The Court of Appeal dismissed an appeal from a valuation ordered under section 994 of the Companies Act 2006 following an unfair prejudice petition. The judge below adopted an earnings-based valuation, applying a P/E multiplier of 7 to sustainable annual earnings of 143,600 to value the company at 1,005,200, rounded to 1,000,000, and valued the respondent's one share at one half of the company value. The appellant challenged two aspects: (i) failure to reduce earnings to reflect an interest liability on a substantial trade debt owed to the company's principal supplier (the "ZLF debt"); and (ii) failure to reduce the valuation to reflect the capital liability represented by that debt. The Court held the judge was entitled to reject an interest charge because there was no express or apparent implied obligation to pay interest, the creditor had not historically demanded interest or security and expert evidence supported that approach. The Court also held the judge could properly adopt an earnings basis (rather than an asset or hybrid basis) on the facts and was entitled not to make a substantial capital deduction for the ZLF debt given the unusual nature of the liability and the expert evidence, so the appeal was dismissed.

Case abstract

This appeal arose from an order of Peter Smith J (6 May 2010) that the appellant, Mr Crabtree, buy the respondent Mr Ng's one share in National Duvet & Pillow Company Ltd at a price to be determined by the court as the share's fair value as at 10 March 2005. The valuation trial before Arnold J (judgment 18 July 2011, [2011] EWHC 1834 (Ch)) was conducted on the basis that witnesses of fact were not called and the parties were restricted to the experts whose reports had been served.
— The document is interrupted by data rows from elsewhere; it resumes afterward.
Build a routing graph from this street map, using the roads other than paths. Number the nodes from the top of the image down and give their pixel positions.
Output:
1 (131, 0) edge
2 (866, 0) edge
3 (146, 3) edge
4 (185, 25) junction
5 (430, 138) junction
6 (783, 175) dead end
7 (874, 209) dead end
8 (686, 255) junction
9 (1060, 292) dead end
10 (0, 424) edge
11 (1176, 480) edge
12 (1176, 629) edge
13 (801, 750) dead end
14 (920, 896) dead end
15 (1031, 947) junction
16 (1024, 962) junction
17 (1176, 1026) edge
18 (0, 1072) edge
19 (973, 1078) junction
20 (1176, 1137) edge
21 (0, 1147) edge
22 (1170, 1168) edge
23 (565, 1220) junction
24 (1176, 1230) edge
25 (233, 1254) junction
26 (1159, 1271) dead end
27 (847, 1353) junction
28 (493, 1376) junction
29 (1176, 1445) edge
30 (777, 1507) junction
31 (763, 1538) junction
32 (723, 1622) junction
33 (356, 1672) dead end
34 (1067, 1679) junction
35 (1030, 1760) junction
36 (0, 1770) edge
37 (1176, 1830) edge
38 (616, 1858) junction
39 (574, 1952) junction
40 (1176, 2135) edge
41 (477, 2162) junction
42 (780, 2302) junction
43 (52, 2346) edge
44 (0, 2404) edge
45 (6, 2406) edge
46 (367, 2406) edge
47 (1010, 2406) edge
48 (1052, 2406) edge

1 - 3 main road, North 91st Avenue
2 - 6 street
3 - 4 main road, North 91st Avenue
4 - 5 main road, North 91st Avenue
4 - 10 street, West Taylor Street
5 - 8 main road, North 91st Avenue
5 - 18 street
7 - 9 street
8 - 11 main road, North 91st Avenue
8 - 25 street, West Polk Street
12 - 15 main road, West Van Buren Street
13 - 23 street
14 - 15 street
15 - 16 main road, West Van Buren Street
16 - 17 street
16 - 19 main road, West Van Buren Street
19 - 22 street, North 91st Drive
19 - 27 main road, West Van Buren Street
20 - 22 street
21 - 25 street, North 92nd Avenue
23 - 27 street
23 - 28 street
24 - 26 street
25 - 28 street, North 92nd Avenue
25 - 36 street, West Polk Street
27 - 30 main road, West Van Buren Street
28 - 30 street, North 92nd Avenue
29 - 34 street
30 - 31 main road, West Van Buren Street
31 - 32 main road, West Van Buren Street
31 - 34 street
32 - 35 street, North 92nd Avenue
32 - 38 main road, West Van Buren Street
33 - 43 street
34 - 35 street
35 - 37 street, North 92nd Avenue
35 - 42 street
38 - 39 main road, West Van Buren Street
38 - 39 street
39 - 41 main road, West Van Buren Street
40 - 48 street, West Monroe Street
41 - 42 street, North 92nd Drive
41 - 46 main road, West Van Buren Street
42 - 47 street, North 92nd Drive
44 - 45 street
Nature of the claim/application: An unfair prejudice petition under section 994 Companies Act 2006 led to a court-ordered buy-out and a subsequent valuation hearing to determine fair value as at 10 March 2005.

Issues framed by the court:

  • Appropriate valuation basis for a one-share interest between co-owners (value to co-owner not open market value).
  • Whether the share should be valued as one half of company value.
  • Whether an earnings-based valuation (P/E multiplier applied to maintainable earnings) was appropriate.
  • Whether maintainable earnings should be reduced to reflect interest on the ZLF trade debt and/or whether the capital value of the ZLF debt should substantially reduce the valuation.

Court's reasoning and subsidiary findings: The judge accepted expert evidence that an earnings basis was appropriate for a small profitable trading company and fixed sustainable annual earnings at 143,600 with an appropriate P/E multiplier of 7. The judge held the share should be valued as one half of the company's value. On the ZLF debt, the judge found no express or implied duty to pay interest, noted the supplier had historically provided free credit without demand for interest or security, and accepted expert evidence that no interest charge should be imputed. On whether the capital liability should reduce the valuation, the judge considered the unusual nature of the debt, the reciprocal commercial relationship with the supplier, the practical difficulties posed by lack of factual witnesses, and an asset-based valuation provided by an expert (which produced a figure substantially below the earnings valuation), and concluded only a token rounding down to 1,000,000 was appropriate. The Court of Appeal concluded the judge's approach was open to him and declined to interfere.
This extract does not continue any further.